Like bones and dodgy body parts, expectations are promptly shattered on the set of Grey's Anatomy.
Where is the crew barking orders on their walkie-talkies? Where are all the beautiful actors floating past as makeup artists race after them? Outside, the only thing to suggest we're in La La Land are the rows of trailers; inside, it's the pair of rubber feet poking out from under a blue sheet in the show's OR.
As for the actors, Ellen Pompeo still has wet hair and co-star Katherine Heigl is eating - shock, horror! - a Danish pastry. This isn't the glamorous Hollywood scenario you'd expect.
But then Grey's Anatomy wasn't the hit show anyone expected. For the first two months of filming, a lifetime in telly terms, the cast had no word they would even go to air.
"We just assumed they hated us," says Pompeo, who plays the show's title character, Meredith Grey, "that they were going to take all the tapes and throw them in the trash."
Instead, Grey's debuted in the US to an audience of 20 million, and is now the third most popular show. In New Zealand, TV2 are proving their faith in it by giving it the Monday, 9.30pm timeslot to absorb Desperate Housewives fans. Last week, almost half the 18-39-year-olds watching TV were tuned into the drama at Seattle Grace Hospital.

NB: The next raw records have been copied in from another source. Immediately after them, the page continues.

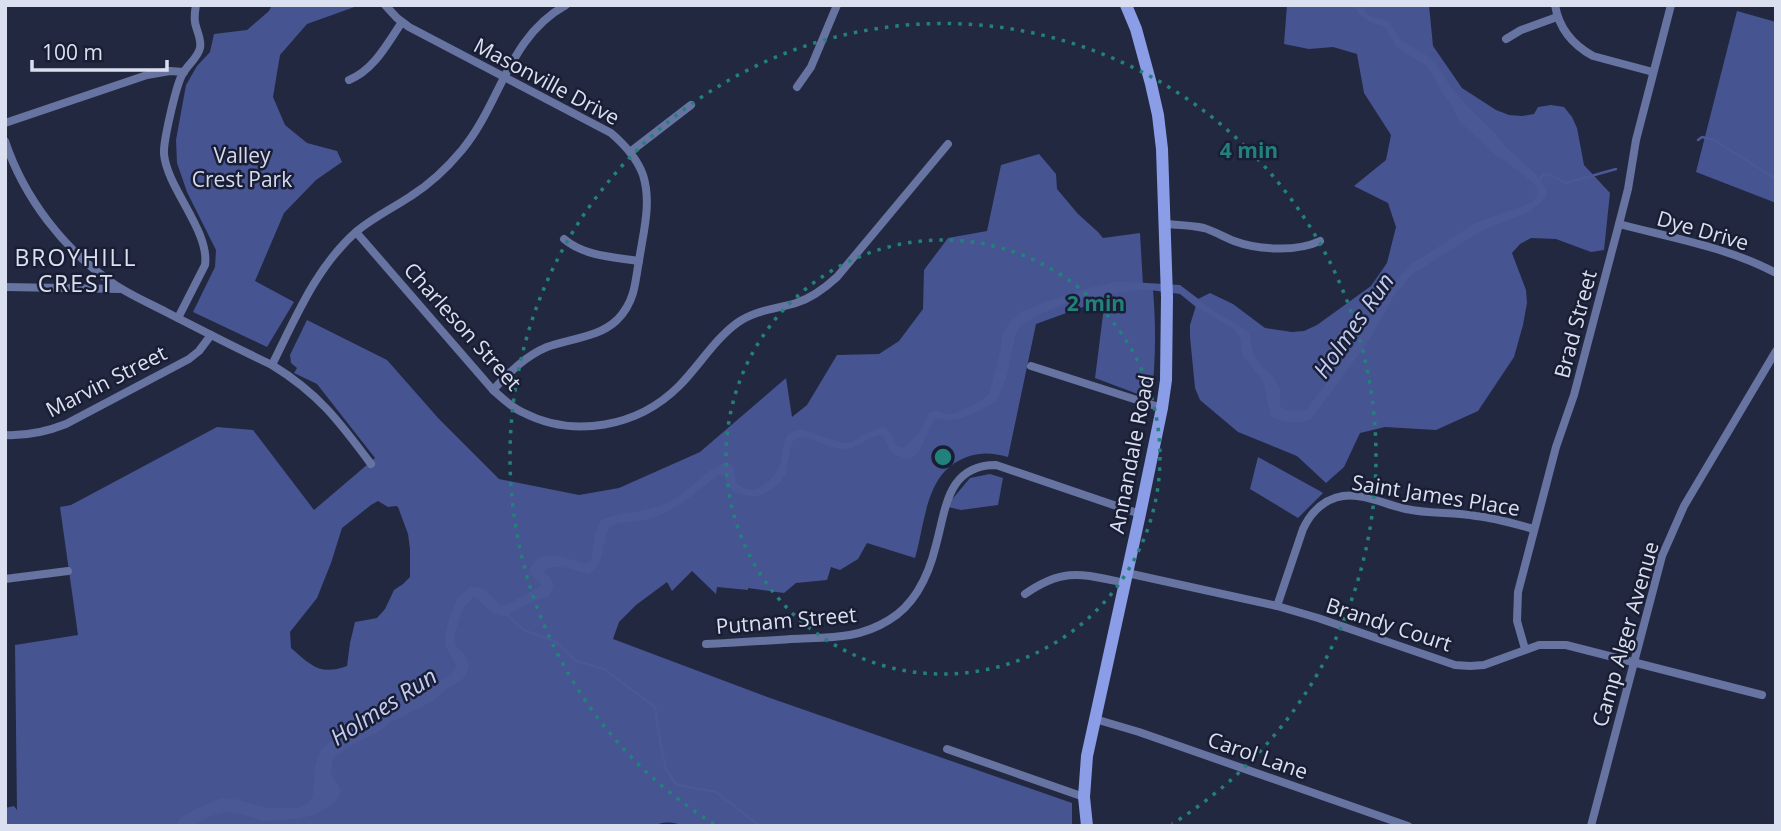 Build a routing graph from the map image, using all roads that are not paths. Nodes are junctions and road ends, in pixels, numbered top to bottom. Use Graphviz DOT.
graph roads {
  1 [pos="195,5"];
  2 [pos="385,5"];
  3 [pos="566,5"];
  4 [pos="837,5"];
  5 [pos="1126,5"];
  6 [pos="1555,5"];
  7 [pos="1671,5"];
  8 [pos="1558,17"];
  9 [pos="402,22"];
  10 [pos="1506,39"];
  11 [pos="184,72"];
  12 [pos="1653,72"];
  13 [pos="505,77"];
  14 [pos="349,80"];
  15 [pos="797,87"];
  16 [pos="691,106"];
  17 [pos="5,123"];
  18 [pos="5,141"];
  19 [pos="948,145"];
  20 [pos="630,152"];
  21 [pos="1166,224"];
  22 [pos="1619,224"];
  23 [pos="356,233"];
  24 [pos="564,239"];
  25 [pos="1320,241"];
  26 [pos="639,261"];
  27 [pos="1776,274"];
  28 [pos="5,287"];
  29 [pos="121,289"];
  30 [pos="178,318"];
  31 [pos="211,335"];
  32 [pos="1776,351"];
  33 [pos="272,365"];
  34 [pos="1031,366"];
  35 [pos="493,390"];
  36 [pos="1162,408"];
  37 [pos="5,435"];
  38 [pos="371,464"];
  39 [pos="1140,514"];
  40 [pos="1534,529"];
  41 [pos="68,571"];
  42 [pos="1126,578"];
  43 [pos="5,579"];
  44 [pos="1024,594"];
  45 [pos="1277,606"];
  46 [pos="706,644"];
  47 [pos="1525,649"];
  48 [pos="1633,662"];
  49 [pos="1762,695"];
  50 [pos="1095,719"];
  51 [pos="947,749"];
  52 [pos="1084,797"];
  53 [pos="1087,826"];
  54 [pos="1408,826"];
  55 [pos="1591,826"];
  1 -- 11 [label="street"];
  2 -- 9 [label="street, Masonville Drive"];
  3 -- 13 [label="street"];
  4 -- 15 [label="street"];
  5 -- 21 [label="main road, Annandale Road"];
  6 -- 8 [label="street"];
  7 -- 12 [label="street, Brad Street"];
  8 -- 10 [label="street"];
  8 -- 12 [label="street"];
  9 -- 13 [label="street, Masonville Drive"];
  9 -- 14 [label="street"];
  11 -- 17 [label="street"];
  11 -- 30 [label="street"];
  12 -- 22 [label="street, Brad Street"];
  13 -- 20 [label="street, Masonville Drive"];
  13 -- 23 [label="street"];
  16 -- 20 [label="street"];
  18 -- 29 [label="street"];
  19 -- 35 [label="street, Charleson Street"];
  20 -- 26 [label="street, Masonville Drive"];
  21 -- 25 [label="street"];
  21 -- 36 [label="main road, Annandale Road"];
  22 -- 27 [label="street, Dye Drive"];
  22 -- 40 [label="street, Brad Street"];
  23 -- 33 [label="street"];
  23 -- 35 [label="street, Charleson Street"];
  24 -- 26 [label="street"];
  26 -- 35 [label="street, Masonville Drive"];
  28 -- 29 [label="street"];
  29 -- 30 [label="street"];
  30 -- 31 [label="street"];
  31 -- 33 [label="street"];
  31 -- 37 [label="street, Marvin Street"];
  32 -- 48 [label="street, Camp Alger Avenue"];
  33 -- 38 [label="street"];
  34 -- 36 [label="street"];
  36 -- 39 [label="main road, Annandale Road"];
  39 -- 42 [label="main road, Annandale Road"];
  39 -- 46 [label="street, Putnam Street"];
  40 -- 45 [label="street, Saint James Place"];
  40 -- 47 [label="street, Brad Street"];
  41 -- 43 [label="street"];
  42 -- 44 [label="street, Brandy Court"];
  42 -- 45 [label="street, Brandy Court"];
  42 -- 50 [label="main road, Annandale Road"];
  45 -- 47 [label="street, Brandy Court"];
  47 -- 48 [label="street, Brandy Court"];
  48 -- 49 [label="street, Brandy Court"];
  48 -- 55 [label="street, Camp Alger Avenue"];
  50 -- 52 [label="main road, Annandale Road"];
  50 -- 54 [label="street, Carol Lane"];
  51 -- 52 [label="street"];
  52 -- 53 [label="main road, Annandale Road"];
}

Although the show's only awards to date are Sandra Oh's Golden Globe and Screen Actors Guild Awards for her portrayal of Dr Cristina Yang, Grey's was nominated in several categories at both ceremonies.
At which point it's tempting to ask - why? Sure, it has Patrick Dempsey - aka "Dr McDreamy", the show's resident George Clooney. But a bunch of bumbling interns performing gory operations while their superiors test their self-esteem? Didn't we get enough of that from (among others) Scrubs, Nip/Tuck and House?
"There's a humour to it, it's not so serious like a lot of medical dramas," says Kate Walsh, who plays Dr Shepherd's ex-wife, Addison. "Because of Ellen's voiceover it feels very personalised, and because they're newbies and struggling you see their personal lives, their vulnerability. It's a little more accessible. People see themselves in it too. It feels like a real workplace. There are a lot of cracks in the characters."
There are also a lot of references to sex. When the interns aren't falling into bed with each other - like Meredith and McDreamy - their patients are suffering injured nether regions and rectal exams. Hospital has never been so, er, sexy.
"Gender plays a big role in this," says Justin Chambers, whose character Alex enjoys a love-hate flirtation with Heigl's Izzie. "It's about sexuality and the relationships with the interns. In every episode there is something to do with the male approach to sex and the female approach or somehow there might be a dilemma with the patients physically. It's the style of the show and it definitely works, so we're riding that train."
Early this season Meredith and Derek's romance came to blows when his ex-wife took a job at the hospital, Cristina fell pregnant to Preston (Isaiah Washington) and naive George O'Malley (T.R. Knight) finally got some action, and an STD. An upcoming story sees an affair brewing between - wait for it - three of the women.
Grey's doesn't just use shock tactics in the bedroom. Every surgery is a vegetarian's nightmare, with fresh animal organs and blood.
"Once I had to like, lift a cow heart out of a scale," says Heigl, in horror.
"It was supposed to be engorged so it was really big. The artery was trailing down my arm."
In a recent episode, a boy with stomach pains was found to have 10 doll heads lodged in his gut.
"It was so disgusting. I had my mask on but you could still smell it and you're like, 'I'm going to hurl'. Two hours later you are still there and you're eating soup over the pig intestines. It becomes normal."
What some of the cast still can't get used to, though, is the show's monumental exposure. Oh complains of the paparazzi who took pleasure in documenting the end of her marriage last year.
"It is harder to go to the car wash and just be yourself."
But for Pompeo, 36, playing the self-doubting Meredith was a little closer to home.
"There are a lot of parallels in my life to this show," she says. "When I did the pilot I had no idea what I was doing, I had no idea what I was getting myself into. And I had never done a television series before.
"A lot of these scripts I don't necessarily agree with what my character does so I don't know if I'm doing the right thing with it. I don't feel I have a handle on anything, really. And I guess that sort of translates into what you see as Meredith hoping she is doing the right thing."
She takes comfort in something her Moonlight Mile co-star Dustin Hoffman told her when he starred in The Graduate. Throughout the film he thought director Mike Nichols couldn't stand him, that he'd made a huge mistake in casting him.
"And that's one of the most genius roles ever played," says Pompeo. "So I think a sense of self-doubt somehow translates into something very interesting."
For now, the biggest struggle is the workload.
The cast spend up to 14 hours on set, six days a week and Pompeo, a natural waif, has trouble keeping her energy levels up.
Today she looks as though she hasn't slept in a week.
"Because we are getting so much attention it makes all the exhaustion worthwhile," she says.